Army Institute of Business Administration (Army IBA)
- Other name: Army IBA
- Motto: Knowledge is Power
- Type: Public Business school
- Established: 2015
- Parent institution: Bangladesh Army
- Academic affiliation: Bangladesh University of Professionals
- Director: Brigadier General Syed Mohammad Shahed Rahman, MBA, MDS, M.Sc, nswc, afwc, psc (LPR)
- Academic staff: 10+
- Administrative staff: 20+
- Undergraduates: 1000+
- Postgraduates: 500+
- Location: Savar Cantonment, Savar, Dhaka, Bangladesh 23°54′23″N 90°15′55″E﻿ / ﻿23.9063°N 90.2654°E
- Campus: Urban, 5 acres (2.0 ha)
- Website: aibasavar.edu.bd

= Army Institute of Business Administration, Savar =

Business school in Dhaka, Bangladesh

Army Institute of Business Administration (আর্মি ইনস্টিটিউট অব বিজনেস এডমিনিস্ট্রেশন), commonly known as Army IBA, is a business school run by the Bangladesh Army in affiliation with the Bangladesh University of Professionals (BUP) in Savar Cantonment, Savar, Dhaka.

== History ==
Army IBA was established by the BUP Act 2009 on 15 January 2015, by the Bangladesh Army, under the supervision of Prime Minister Sheikh Hasina, and was inaugurated on 5 March 2015, by the education minister, Nurul Islam Nahid. The founding director of Army IBA was Brigadier General A.K.M. Showkat Hasan (Retd).

The institute commenced its academic journey by launching the Bachelor of Business Administration (BBA) program, and 40 students were enrolled in the first batch.

== Administration ==

===Governing body===
Army IBA is subject to the regulations set out by the Bangladesh University of Professionals. The institute is chaired by the area commander, Savar, and governed by the Board of Governors. The director general (DG) is responsible for the overall management of the institution.

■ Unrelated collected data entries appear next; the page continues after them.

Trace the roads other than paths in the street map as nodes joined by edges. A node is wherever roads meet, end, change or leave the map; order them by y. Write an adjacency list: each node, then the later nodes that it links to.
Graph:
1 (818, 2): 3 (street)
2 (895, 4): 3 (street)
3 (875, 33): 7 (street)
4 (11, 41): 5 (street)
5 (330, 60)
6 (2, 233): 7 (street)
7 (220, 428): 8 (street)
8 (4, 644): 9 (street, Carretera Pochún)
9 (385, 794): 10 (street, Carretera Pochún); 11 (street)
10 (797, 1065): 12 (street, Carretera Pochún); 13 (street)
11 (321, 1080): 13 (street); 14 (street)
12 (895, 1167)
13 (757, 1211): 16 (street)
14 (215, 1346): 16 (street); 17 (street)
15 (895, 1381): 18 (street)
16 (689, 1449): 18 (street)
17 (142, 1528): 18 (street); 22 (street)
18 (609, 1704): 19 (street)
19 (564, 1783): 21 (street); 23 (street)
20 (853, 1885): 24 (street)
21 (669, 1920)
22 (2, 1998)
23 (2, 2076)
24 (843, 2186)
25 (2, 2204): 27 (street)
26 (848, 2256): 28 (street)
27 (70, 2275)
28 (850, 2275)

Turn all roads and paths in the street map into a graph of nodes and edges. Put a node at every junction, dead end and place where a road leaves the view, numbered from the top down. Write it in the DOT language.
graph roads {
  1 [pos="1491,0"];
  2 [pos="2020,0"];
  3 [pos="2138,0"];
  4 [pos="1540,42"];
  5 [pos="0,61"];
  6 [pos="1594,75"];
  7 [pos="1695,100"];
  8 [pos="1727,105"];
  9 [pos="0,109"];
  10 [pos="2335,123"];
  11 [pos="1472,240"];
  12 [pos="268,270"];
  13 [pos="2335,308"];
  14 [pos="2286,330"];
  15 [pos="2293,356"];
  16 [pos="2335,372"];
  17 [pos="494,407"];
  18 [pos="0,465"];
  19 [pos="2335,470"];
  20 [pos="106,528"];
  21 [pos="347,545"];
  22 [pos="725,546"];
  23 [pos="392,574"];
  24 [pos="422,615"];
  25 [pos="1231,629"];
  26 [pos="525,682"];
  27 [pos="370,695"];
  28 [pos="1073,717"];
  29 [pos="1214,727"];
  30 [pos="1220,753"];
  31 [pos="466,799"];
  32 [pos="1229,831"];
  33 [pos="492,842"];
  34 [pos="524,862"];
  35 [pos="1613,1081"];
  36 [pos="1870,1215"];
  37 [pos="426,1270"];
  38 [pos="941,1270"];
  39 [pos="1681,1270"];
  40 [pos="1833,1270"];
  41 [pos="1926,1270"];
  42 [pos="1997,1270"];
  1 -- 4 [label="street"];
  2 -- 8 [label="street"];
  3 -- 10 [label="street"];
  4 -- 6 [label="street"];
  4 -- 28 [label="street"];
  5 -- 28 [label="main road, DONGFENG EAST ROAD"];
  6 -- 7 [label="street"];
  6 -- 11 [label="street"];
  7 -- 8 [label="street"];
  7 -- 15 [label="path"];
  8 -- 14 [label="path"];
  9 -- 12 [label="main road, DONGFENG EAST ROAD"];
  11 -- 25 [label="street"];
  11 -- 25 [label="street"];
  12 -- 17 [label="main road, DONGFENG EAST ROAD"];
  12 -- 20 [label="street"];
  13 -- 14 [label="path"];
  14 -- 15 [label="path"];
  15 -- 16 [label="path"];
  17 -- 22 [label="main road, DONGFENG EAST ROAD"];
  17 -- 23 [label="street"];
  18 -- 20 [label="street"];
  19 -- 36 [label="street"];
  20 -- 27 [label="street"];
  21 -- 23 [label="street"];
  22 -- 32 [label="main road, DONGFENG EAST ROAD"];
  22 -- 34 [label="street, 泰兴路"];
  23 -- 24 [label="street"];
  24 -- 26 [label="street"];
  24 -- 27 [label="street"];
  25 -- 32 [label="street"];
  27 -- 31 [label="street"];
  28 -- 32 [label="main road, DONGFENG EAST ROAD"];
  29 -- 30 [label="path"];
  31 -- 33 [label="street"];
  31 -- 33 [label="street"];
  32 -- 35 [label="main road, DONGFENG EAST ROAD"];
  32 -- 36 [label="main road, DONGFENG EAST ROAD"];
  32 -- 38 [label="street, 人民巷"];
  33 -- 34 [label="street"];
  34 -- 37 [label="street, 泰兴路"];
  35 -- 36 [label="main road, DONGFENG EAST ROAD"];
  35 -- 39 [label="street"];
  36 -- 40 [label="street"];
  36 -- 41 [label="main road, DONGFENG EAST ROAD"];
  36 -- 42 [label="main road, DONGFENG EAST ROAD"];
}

The present DG of Army IBA is Brigadier General Syed Mohammad Shahed Rahman, MBA, MDS, M.Sc., nswc, afwc, psc (LPR).

=== Board of trustees ===
A board, including the Chief of Army Staff and the vice-chancellor of the BUP, supervises the affairs of the institute.

===Academic council===
The Academic Council reviews academic programs of Army IBA. All instructors and associate professors of Army IBA are members of the board, and the director general of Army IBA is the chairperson of the board.

== Academics ==
Army IBA confers Bachelor of Business Administration (BBA) program for undergraduates and Master of Business Administration (MBA) program for graduates with major areas of specialization in marketing, finance, human resource management, supply chain management, etc. The BUP administers the academic curriculum in accordance with the rules of the University Grants Commission of Bangladesh.

== Admission procedure ==
Admission to the institute requires students to undergo a selection procedure. Students must meet the minimum required grade point average (GPA) in HSC and SSC or equivalent examinations to be eligible for the admission test. This academic record accounts for 25% of the total admission test score. Eligible students then take a 100-mark written test, contributing 50% to the total score. Those who perform well in the written test proceed to a communication skill test (viva), which makes up 25% of the total score. Finally, the institute selects 80–100 students with the best scores from all three stages.